Assigned task -> Could the entries below be reproduced exactly, with the images removed?

Stored items:
______

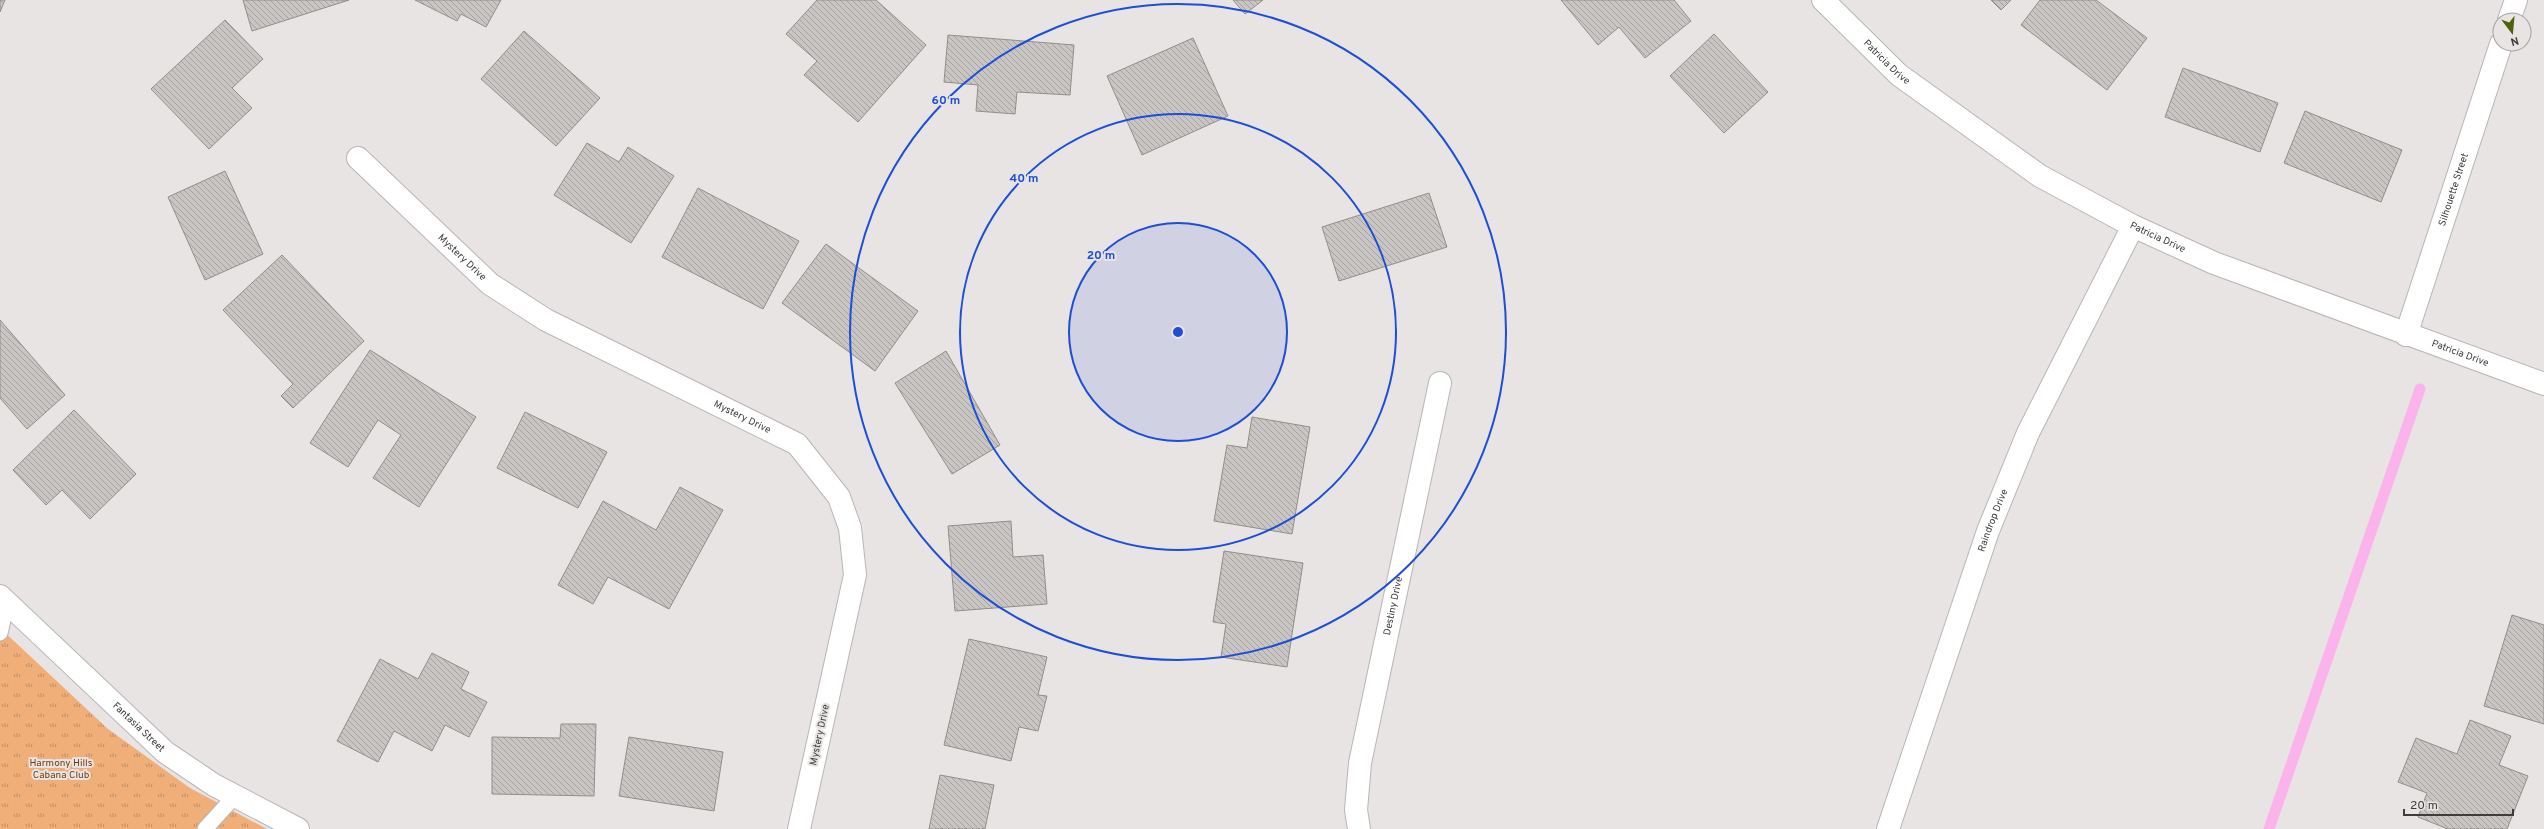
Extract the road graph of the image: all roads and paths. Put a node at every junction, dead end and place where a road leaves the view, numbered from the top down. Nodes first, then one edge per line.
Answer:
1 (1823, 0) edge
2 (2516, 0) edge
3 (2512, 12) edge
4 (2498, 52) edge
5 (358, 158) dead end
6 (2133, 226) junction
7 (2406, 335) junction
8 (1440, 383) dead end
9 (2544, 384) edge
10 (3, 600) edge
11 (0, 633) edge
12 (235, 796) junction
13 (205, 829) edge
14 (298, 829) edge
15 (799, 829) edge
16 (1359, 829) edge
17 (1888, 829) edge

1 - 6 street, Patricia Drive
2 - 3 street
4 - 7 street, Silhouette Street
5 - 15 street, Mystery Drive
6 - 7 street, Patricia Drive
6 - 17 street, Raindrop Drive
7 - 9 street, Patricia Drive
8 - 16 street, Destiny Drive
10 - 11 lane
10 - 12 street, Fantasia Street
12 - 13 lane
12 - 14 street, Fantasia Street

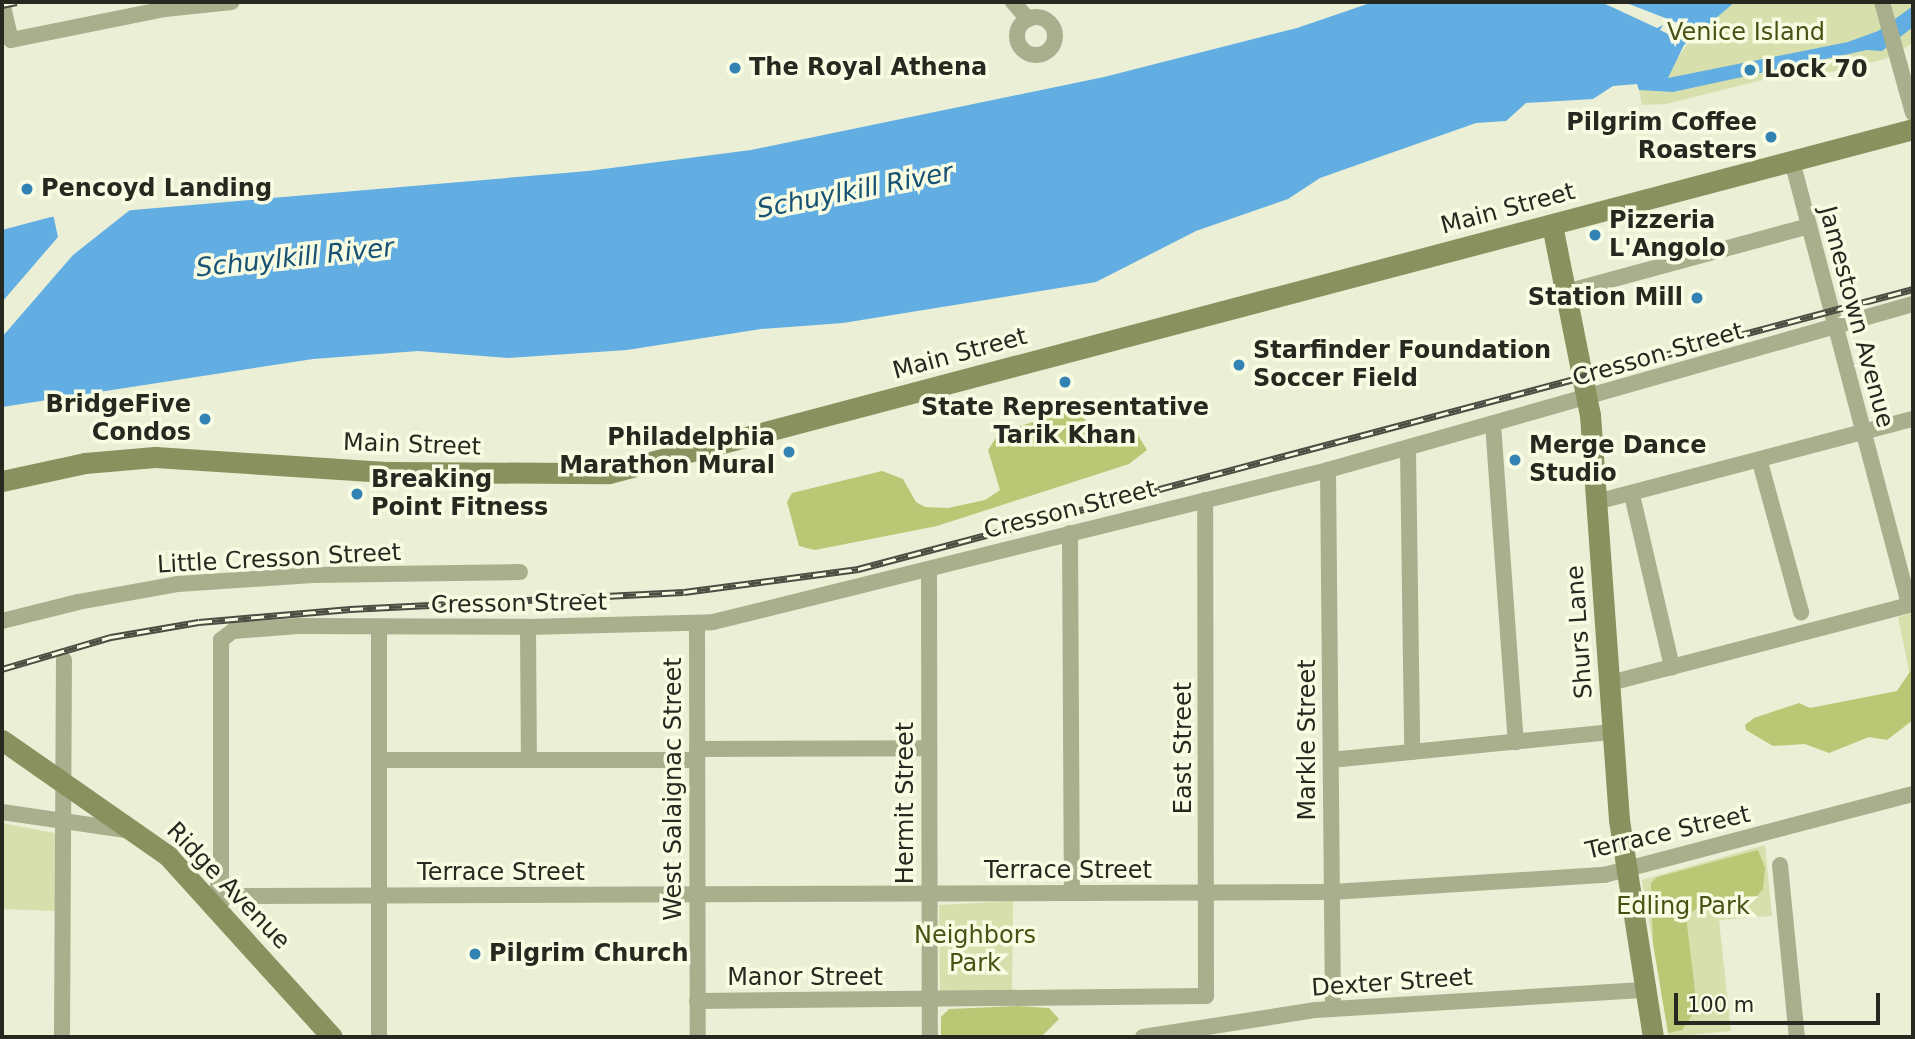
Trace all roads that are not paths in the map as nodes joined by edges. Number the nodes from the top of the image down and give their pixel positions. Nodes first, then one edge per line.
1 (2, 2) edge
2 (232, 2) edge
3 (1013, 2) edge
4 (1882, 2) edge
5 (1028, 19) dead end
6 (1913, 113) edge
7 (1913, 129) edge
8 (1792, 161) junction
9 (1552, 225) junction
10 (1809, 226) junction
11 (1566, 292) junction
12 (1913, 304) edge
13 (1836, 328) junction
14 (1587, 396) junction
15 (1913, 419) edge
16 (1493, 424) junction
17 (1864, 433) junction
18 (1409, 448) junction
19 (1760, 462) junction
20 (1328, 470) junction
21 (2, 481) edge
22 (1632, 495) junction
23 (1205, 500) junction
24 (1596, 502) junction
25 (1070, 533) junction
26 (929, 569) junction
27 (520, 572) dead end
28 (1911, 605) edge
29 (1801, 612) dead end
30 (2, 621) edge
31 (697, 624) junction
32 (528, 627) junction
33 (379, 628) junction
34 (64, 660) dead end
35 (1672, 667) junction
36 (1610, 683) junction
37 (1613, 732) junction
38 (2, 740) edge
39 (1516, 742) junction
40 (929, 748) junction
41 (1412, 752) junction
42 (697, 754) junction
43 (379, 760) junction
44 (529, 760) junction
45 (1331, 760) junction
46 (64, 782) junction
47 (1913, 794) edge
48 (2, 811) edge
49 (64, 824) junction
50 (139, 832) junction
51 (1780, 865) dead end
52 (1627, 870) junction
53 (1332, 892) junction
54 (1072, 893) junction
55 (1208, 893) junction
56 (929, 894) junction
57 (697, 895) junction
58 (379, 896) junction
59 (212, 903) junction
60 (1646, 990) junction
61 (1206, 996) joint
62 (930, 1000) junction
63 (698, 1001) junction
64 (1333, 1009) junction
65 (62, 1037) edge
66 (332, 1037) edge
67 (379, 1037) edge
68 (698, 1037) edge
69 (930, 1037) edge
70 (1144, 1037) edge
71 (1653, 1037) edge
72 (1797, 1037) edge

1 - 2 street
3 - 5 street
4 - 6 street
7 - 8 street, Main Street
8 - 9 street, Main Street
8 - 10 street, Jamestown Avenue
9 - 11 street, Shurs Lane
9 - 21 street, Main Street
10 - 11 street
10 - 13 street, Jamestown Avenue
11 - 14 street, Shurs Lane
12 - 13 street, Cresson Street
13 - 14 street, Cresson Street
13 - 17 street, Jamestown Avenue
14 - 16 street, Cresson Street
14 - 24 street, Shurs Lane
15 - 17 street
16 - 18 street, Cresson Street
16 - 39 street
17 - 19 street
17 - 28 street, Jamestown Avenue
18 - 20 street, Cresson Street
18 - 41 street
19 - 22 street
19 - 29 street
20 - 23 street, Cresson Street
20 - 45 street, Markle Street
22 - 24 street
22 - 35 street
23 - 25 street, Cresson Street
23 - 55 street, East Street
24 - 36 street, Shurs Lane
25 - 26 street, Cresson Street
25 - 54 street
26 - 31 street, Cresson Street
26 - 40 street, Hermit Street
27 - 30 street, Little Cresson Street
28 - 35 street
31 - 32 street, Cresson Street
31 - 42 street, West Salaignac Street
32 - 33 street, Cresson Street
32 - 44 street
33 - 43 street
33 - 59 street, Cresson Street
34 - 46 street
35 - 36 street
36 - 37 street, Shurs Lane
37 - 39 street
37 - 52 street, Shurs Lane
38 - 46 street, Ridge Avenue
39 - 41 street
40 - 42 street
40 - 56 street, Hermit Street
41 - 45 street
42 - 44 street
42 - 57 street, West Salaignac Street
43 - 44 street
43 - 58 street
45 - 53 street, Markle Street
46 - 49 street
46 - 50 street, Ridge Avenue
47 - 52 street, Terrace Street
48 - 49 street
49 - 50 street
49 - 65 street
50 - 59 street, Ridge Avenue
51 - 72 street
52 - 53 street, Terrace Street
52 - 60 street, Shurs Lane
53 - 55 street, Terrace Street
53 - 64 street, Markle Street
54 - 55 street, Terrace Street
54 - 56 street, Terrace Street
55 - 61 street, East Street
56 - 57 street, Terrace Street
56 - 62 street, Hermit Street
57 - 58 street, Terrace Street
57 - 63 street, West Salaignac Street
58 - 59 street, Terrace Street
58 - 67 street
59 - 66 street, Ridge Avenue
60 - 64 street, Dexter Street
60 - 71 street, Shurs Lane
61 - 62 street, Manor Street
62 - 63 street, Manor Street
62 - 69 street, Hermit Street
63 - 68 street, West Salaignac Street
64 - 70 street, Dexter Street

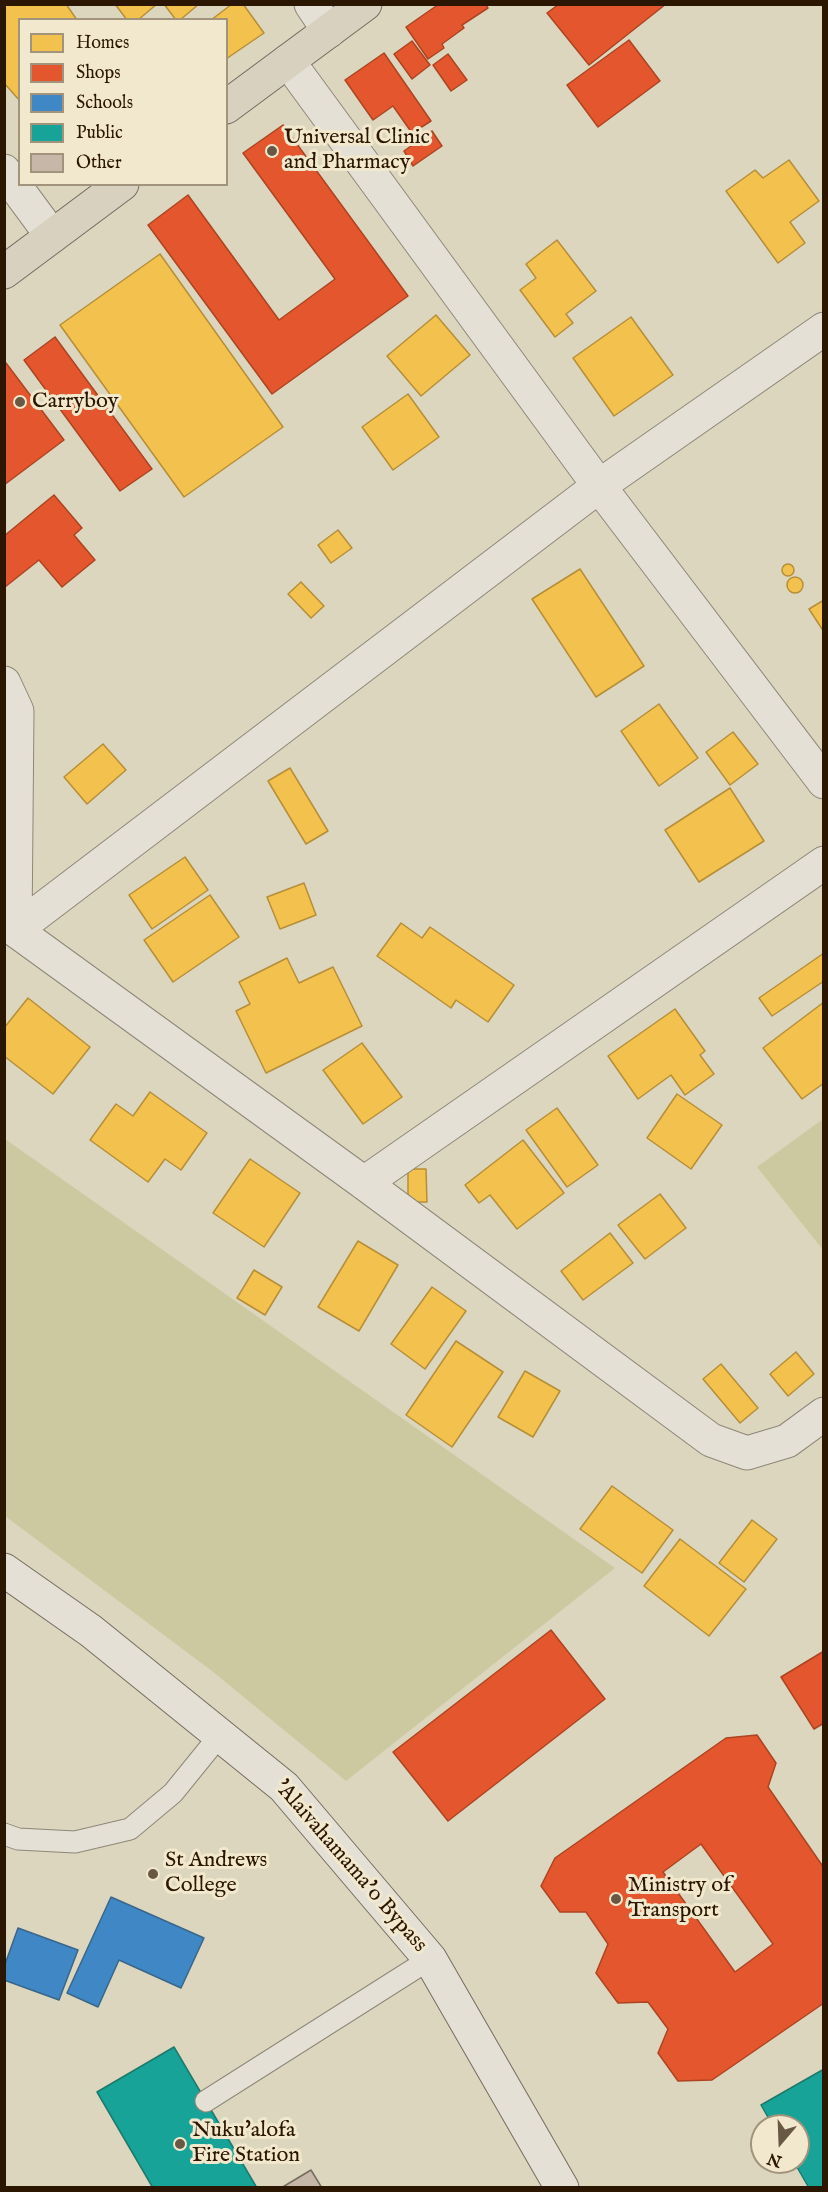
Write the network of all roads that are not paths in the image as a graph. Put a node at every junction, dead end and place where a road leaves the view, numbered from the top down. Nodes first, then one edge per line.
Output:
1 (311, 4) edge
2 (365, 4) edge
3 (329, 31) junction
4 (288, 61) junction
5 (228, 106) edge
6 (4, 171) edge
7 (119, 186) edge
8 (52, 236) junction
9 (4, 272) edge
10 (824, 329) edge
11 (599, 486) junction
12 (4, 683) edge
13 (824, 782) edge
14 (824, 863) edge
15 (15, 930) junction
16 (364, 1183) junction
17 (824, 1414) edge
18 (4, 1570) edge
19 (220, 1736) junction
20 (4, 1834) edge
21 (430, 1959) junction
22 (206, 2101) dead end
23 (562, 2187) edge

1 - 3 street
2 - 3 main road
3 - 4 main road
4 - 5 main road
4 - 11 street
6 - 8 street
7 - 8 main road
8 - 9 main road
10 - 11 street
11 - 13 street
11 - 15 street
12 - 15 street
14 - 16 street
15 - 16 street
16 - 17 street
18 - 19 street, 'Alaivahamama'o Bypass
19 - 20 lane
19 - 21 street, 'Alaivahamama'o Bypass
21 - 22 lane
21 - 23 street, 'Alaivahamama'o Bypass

______

Solution to the problem ->
Extract the road graph of the image: all roads and paths. Put a node at every junction, dead end and place where a road leaves the view, numbered from the top down. Nodes first, then one edge per line.
Answer:
1 (1823, 0) edge
2 (2516, 0) edge
3 (2512, 12) edge
4 (2498, 52) edge
5 (358, 158) dead end
6 (2133, 226) junction
7 (2406, 335) junction
8 (1440, 383) dead end
9 (2544, 384) edge
10 (3, 600) edge
11 (0, 633) edge
12 (235, 796) junction
13 (205, 829) edge
14 (298, 829) edge
15 (799, 829) edge
16 (1359, 829) edge
17 (1888, 829) edge

1 - 6 street, Patricia Drive
2 - 3 street
4 - 7 street, Silhouette Street
5 - 15 street, Mystery Drive
6 - 7 street, Patricia Drive
6 - 17 street, Raindrop Drive
7 - 9 street, Patricia Drive
8 - 16 street, Destiny Drive
10 - 11 lane
10 - 12 street, Fantasia Street
12 - 13 lane
12 - 14 street, Fantasia Street

Trace all roads that are not paths in the map as nodes joined by edges. Number the nodes from the top of the image down and give their pixel positions. Nodes first, then one edge per line.
1 (2, 2) edge
2 (232, 2) edge
3 (1013, 2) edge
4 (1882, 2) edge
5 (1028, 19) dead end
6 (1913, 113) edge
7 (1913, 129) edge
8 (1792, 161) junction
9 (1552, 225) junction
10 (1809, 226) junction
11 (1566, 292) junction
12 (1913, 304) edge
13 (1836, 328) junction
14 (1587, 396) junction
15 (1913, 419) edge
16 (1493, 424) junction
17 (1864, 433) junction
18 (1409, 448) junction
19 (1760, 462) junction
20 (1328, 470) junction
21 (2, 481) edge
22 (1632, 495) junction
23 (1205, 500) junction
24 (1596, 502) junction
25 (1070, 533) junction
26 (929, 569) junction
27 (520, 572) dead end
28 (1911, 605) edge
29 (1801, 612) dead end
30 (2, 621) edge
31 (697, 624) junction
32 (528, 627) junction
33 (379, 628) junction
34 (64, 660) dead end
35 (1672, 667) junction
36 (1610, 683) junction
37 (1613, 732) junction
38 (2, 740) edge
39 (1516, 742) junction
40 (929, 748) junction
41 (1412, 752) junction
42 (697, 754) junction
43 (379, 760) junction
44 (529, 760) junction
45 (1331, 760) junction
46 (64, 782) junction
47 (1913, 794) edge
48 (2, 811) edge
49 (64, 824) junction
50 (139, 832) junction
51 (1780, 865) dead end
52 (1627, 870) junction
53 (1332, 892) junction
54 (1072, 893) junction
55 (1208, 893) junction
56 (929, 894) junction
57 (697, 895) junction
58 (379, 896) junction
59 (212, 903) junction
60 (1646, 990) junction
61 (1206, 996) joint
62 (930, 1000) junction
63 (698, 1001) junction
64 (1333, 1009) junction
65 (62, 1037) edge
66 (332, 1037) edge
67 (379, 1037) edge
68 (698, 1037) edge
69 (930, 1037) edge
70 (1144, 1037) edge
71 (1653, 1037) edge
72 (1797, 1037) edge

1 - 2 street
3 - 5 street
4 - 6 street
7 - 8 street, Main Street
8 - 9 street, Main Street
8 - 10 street, Jamestown Avenue
9 - 11 street, Shurs Lane
9 - 21 street, Main Street
10 - 11 street
10 - 13 street, Jamestown Avenue
11 - 14 street, Shurs Lane
12 - 13 street, Cresson Street
13 - 14 street, Cresson Street
13 - 17 street, Jamestown Avenue
14 - 16 street, Cresson Street
14 - 24 street, Shurs Lane
15 - 17 street
16 - 18 street, Cresson Street
16 - 39 street
17 - 19 street
17 - 28 street, Jamestown Avenue
18 - 20 street, Cresson Street
18 - 41 street
19 - 22 street
19 - 29 street
20 - 23 street, Cresson Street
20 - 45 street, Markle Street
22 - 24 street
22 - 35 street
23 - 25 street, Cresson Street
23 - 55 street, East Street
24 - 36 street, Shurs Lane
25 - 26 street, Cresson Street
25 - 54 street
26 - 31 street, Cresson Street
26 - 40 street, Hermit Street
27 - 30 street, Little Cresson Street
28 - 35 street
31 - 32 street, Cresson Street
31 - 42 street, West Salaignac Street
32 - 33 street, Cresson Street
32 - 44 street
33 - 43 street
33 - 59 street, Cresson Street
34 - 46 street
35 - 36 street
36 - 37 street, Shurs Lane
37 - 39 street
37 - 52 street, Shurs Lane
38 - 46 street, Ridge Avenue
39 - 41 street
40 - 42 street
40 - 56 street, Hermit Street
41 - 45 street
42 - 44 street
42 - 57 street, West Salaignac Street
43 - 44 street
43 - 58 street
45 - 53 street, Markle Street
46 - 49 street
46 - 50 street, Ridge Avenue
47 - 52 street, Terrace Street
48 - 49 street
49 - 50 street
49 - 65 street
50 - 59 street, Ridge Avenue
51 - 72 street
52 - 53 street, Terrace Street
52 - 60 street, Shurs Lane
53 - 55 street, Terrace Street
53 - 64 street, Markle Street
54 - 55 street, Terrace Street
54 - 56 street, Terrace Street
55 - 61 street, East Street
56 - 57 street, Terrace Street
56 - 62 street, Hermit Street
57 - 58 street, Terrace Street
57 - 63 street, West Salaignac Street
58 - 59 street, Terrace Street
58 - 67 street
59 - 66 street, Ridge Avenue
60 - 64 street, Dexter Street
60 - 71 street, Shurs Lane
61 - 62 street, Manor Street
62 - 63 street, Manor Street
62 - 69 street, Hermit Street
63 - 68 street, West Salaignac Street
64 - 70 street, Dexter Street

Write the network of all roads that are not paths in the image as a graph. Put a node at every junction, dead end and place where a road leaves the view, numbered from the top down. Nodes first, then one edge per line.
Output:
1 (311, 4) edge
2 (365, 4) edge
3 (329, 31) junction
4 (288, 61) junction
5 (228, 106) edge
6 (4, 171) edge
7 (119, 186) edge
8 (52, 236) junction
9 (4, 272) edge
10 (824, 329) edge
11 (599, 486) junction
12 (4, 683) edge
13 (824, 782) edge
14 (824, 863) edge
15 (15, 930) junction
16 (364, 1183) junction
17 (824, 1414) edge
18 (4, 1570) edge
19 (220, 1736) junction
20 (4, 1834) edge
21 (430, 1959) junction
22 (206, 2101) dead end
23 (562, 2187) edge

1 - 3 street
2 - 3 main road
3 - 4 main road
4 - 5 main road
4 - 11 street
6 - 8 street
7 - 8 main road
8 - 9 main road
10 - 11 street
11 - 13 street
11 - 15 street
12 - 15 street
14 - 16 street
15 - 16 street
16 - 17 street
18 - 19 street, 'Alaivahamama'o Bypass
19 - 20 lane
19 - 21 street, 'Alaivahamama'o Bypass
21 - 22 lane
21 - 23 street, 'Alaivahamama'o Bypass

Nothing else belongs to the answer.